De façon plus large, les mobilisations d’éleveurs dans toute la France contre l’abattage systématique des troupeaux témoignent d’un véritable choc psychologique collectif.
« On n’a pas peur de la maladie, on a peur des abattages de bêtes », confie une manifestante à Albi. La peur de voir disparaître le fruit de plusieurs années de travail, le sentiment d’injustice face à des décisions prises « d’en haut », l’impuissance devant la succession d’obstacles administratifs, tout cela alimente l’anxiété et la colère. La détresse peut aller jusqu’au drame, comme en témoigne la tragédie survenue dans le Gers, rappelant que la souffrance psychique des agriculteurs n’est pas un fait divers, mais un révélateur de la violence symbolique des politiques publiques lorsqu’elles négligent la dimension humaine.
Le troisième article, consacré à l’évolution de la relation entre propriétaires d’animaux et vétérinaires, montre combien cette pression psychologique s’étend aux soignants eux-mêmes. Les vétérinaires, confrontés à des attentes toujours plus fortes, à la fois techniques et émotionnelles, se retrouvent au cœur d’une double injonction : répondre à l’exigence de soins de qualité tout en gérant le transfert affectif des « pet parents » sur leurs animaux. Cette surcharge émotionnelle, souvent ignorée par les décideurs, se traduit par un taux de suicide préoccupant dans la profession, quatre fois supérieur à la moyenne nationale.

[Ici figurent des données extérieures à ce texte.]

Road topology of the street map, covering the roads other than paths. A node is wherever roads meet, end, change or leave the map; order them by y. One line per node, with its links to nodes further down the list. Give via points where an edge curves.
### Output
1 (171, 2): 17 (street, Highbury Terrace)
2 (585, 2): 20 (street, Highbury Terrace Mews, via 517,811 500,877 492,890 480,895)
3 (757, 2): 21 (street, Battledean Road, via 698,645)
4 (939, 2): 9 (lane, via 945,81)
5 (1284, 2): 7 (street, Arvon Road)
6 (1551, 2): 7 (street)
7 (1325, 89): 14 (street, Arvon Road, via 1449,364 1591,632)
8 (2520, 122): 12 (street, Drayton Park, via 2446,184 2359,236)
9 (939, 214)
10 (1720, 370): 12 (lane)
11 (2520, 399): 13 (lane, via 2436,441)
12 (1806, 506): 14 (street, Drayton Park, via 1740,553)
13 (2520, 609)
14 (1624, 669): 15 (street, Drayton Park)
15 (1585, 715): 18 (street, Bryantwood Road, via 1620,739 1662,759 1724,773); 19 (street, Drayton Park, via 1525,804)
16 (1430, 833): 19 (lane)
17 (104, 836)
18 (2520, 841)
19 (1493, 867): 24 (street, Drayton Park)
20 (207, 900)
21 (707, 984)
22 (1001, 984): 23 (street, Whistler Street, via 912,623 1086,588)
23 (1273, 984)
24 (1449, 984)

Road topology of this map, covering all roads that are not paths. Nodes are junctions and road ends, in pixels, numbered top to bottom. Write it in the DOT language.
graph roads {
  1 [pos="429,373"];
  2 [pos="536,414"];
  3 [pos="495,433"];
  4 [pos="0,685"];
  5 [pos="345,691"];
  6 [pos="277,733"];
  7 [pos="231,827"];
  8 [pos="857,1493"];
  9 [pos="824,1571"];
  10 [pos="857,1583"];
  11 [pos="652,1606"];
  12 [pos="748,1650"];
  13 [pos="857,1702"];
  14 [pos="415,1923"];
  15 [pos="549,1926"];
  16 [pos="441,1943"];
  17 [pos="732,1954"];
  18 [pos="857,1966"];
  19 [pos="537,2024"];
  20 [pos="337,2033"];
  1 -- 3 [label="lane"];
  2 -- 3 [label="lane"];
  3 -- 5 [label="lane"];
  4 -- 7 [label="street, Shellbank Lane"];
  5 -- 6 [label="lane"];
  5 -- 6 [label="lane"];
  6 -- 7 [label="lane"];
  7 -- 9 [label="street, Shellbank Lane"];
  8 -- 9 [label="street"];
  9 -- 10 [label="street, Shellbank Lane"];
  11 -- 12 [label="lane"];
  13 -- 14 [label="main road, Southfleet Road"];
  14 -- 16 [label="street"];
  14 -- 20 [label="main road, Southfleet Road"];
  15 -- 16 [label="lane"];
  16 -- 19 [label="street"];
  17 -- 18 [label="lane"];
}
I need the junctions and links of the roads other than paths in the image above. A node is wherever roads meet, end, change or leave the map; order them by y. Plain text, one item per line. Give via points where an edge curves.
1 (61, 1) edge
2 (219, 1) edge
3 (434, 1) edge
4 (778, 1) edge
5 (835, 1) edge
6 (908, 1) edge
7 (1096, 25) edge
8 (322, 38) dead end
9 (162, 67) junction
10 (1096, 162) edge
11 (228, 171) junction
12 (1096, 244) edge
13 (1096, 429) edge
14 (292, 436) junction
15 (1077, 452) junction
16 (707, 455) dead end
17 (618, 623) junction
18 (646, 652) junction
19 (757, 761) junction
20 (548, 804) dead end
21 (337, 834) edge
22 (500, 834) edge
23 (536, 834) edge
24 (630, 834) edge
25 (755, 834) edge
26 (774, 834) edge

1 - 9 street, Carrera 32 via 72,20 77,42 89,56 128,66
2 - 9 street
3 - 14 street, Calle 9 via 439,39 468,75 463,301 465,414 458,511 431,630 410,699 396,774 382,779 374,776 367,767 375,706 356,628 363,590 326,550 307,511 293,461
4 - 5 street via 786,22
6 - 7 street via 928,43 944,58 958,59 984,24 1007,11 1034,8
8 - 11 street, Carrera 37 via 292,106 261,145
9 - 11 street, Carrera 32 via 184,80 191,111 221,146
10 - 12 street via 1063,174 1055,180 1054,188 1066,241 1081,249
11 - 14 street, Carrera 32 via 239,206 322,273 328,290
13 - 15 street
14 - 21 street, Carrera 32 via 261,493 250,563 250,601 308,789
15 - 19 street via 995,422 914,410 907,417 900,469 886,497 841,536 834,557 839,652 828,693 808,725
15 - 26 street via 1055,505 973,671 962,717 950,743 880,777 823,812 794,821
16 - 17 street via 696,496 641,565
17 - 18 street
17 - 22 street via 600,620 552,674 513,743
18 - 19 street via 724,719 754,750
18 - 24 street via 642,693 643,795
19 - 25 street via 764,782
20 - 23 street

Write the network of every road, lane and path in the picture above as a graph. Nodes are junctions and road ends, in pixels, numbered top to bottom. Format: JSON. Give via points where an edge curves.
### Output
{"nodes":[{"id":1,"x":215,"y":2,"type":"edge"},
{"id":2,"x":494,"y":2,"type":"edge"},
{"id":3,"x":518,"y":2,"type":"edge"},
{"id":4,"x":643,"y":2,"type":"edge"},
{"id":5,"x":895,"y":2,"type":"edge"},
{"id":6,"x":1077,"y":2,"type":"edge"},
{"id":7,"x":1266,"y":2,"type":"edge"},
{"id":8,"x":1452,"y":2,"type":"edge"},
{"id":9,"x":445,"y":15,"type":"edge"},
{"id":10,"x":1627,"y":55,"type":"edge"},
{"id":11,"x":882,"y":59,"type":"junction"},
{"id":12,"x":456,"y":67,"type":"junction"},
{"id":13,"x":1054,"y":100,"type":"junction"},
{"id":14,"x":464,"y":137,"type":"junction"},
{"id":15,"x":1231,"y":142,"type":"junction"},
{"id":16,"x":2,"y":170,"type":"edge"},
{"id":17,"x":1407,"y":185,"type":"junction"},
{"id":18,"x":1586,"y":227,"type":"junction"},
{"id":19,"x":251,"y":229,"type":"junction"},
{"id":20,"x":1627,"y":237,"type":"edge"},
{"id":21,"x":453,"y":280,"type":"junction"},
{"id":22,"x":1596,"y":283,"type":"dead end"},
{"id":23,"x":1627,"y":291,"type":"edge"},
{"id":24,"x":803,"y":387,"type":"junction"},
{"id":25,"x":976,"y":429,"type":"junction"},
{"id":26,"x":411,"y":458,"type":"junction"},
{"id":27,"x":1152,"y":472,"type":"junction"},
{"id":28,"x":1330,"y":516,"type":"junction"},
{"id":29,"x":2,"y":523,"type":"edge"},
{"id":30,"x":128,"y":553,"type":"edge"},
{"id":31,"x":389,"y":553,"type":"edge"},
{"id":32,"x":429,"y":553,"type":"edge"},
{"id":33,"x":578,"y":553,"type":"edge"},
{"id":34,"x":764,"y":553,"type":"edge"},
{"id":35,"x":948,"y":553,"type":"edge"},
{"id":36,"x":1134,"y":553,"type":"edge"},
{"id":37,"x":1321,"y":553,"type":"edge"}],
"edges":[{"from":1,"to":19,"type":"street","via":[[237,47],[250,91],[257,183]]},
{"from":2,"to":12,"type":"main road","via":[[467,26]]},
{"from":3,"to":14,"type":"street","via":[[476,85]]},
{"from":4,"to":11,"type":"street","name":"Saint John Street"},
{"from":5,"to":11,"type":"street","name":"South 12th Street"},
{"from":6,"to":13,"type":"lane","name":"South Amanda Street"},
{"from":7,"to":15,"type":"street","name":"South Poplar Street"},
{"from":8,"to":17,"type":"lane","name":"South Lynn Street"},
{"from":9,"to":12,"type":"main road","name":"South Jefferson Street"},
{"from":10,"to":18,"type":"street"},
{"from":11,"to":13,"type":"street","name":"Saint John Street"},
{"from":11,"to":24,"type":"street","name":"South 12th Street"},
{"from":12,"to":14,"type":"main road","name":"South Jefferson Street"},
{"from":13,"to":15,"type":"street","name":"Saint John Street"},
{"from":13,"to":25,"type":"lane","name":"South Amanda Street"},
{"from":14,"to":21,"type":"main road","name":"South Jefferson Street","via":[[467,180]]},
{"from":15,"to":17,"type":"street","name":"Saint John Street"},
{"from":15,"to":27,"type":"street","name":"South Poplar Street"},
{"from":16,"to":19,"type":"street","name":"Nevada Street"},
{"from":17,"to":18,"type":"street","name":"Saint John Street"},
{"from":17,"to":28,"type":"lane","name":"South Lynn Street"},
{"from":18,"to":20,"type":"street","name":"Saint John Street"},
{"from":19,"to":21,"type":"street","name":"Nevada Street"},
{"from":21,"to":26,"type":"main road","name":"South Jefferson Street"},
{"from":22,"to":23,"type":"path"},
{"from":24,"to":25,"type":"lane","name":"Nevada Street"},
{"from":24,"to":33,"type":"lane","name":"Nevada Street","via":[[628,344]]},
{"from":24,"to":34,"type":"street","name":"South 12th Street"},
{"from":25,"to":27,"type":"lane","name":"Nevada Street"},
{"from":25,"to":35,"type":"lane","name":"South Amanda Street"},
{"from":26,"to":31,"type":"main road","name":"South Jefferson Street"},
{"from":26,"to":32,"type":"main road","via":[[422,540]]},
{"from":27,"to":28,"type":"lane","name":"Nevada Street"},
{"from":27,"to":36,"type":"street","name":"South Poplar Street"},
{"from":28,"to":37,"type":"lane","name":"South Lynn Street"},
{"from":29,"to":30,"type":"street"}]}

Face à ces constats, il devient évident que toute politique publique, en particulier dans le domaine sanitaire, doit intégrer une approche globale incluant les facteurs psychologiques. Adapter la réglementation, favoriser le dialogue avec les professionnels de terrain, prévoir un accompagnement psychologique adapté lors de situations de crise, sont autant de leviers pour restaurer la confiance et prévenir l’épuisement moral. La santé mentale n’est pas une variable d’ajustement, mais une condition sine qua non du succès des politiques publiques et du maintien du lien social.
En conclusion, la crise de la DNC révèle avec acuité la nécessité de repenser les décisions politiques à la lumière des réalités psychologiques vécues par les citoyens. Prendre en compte la souffrance psychique, c’est non seulement faire preuve d’humanité, mais aussi garantir l’efficacité et la légitimité de l’action publique. Ce défi appelle à une véritable révolution culturelle dans la manière dont nous concevons la santé – humaine, animale et sociale – et dans la reconnaissance de la complexité des situations de crise.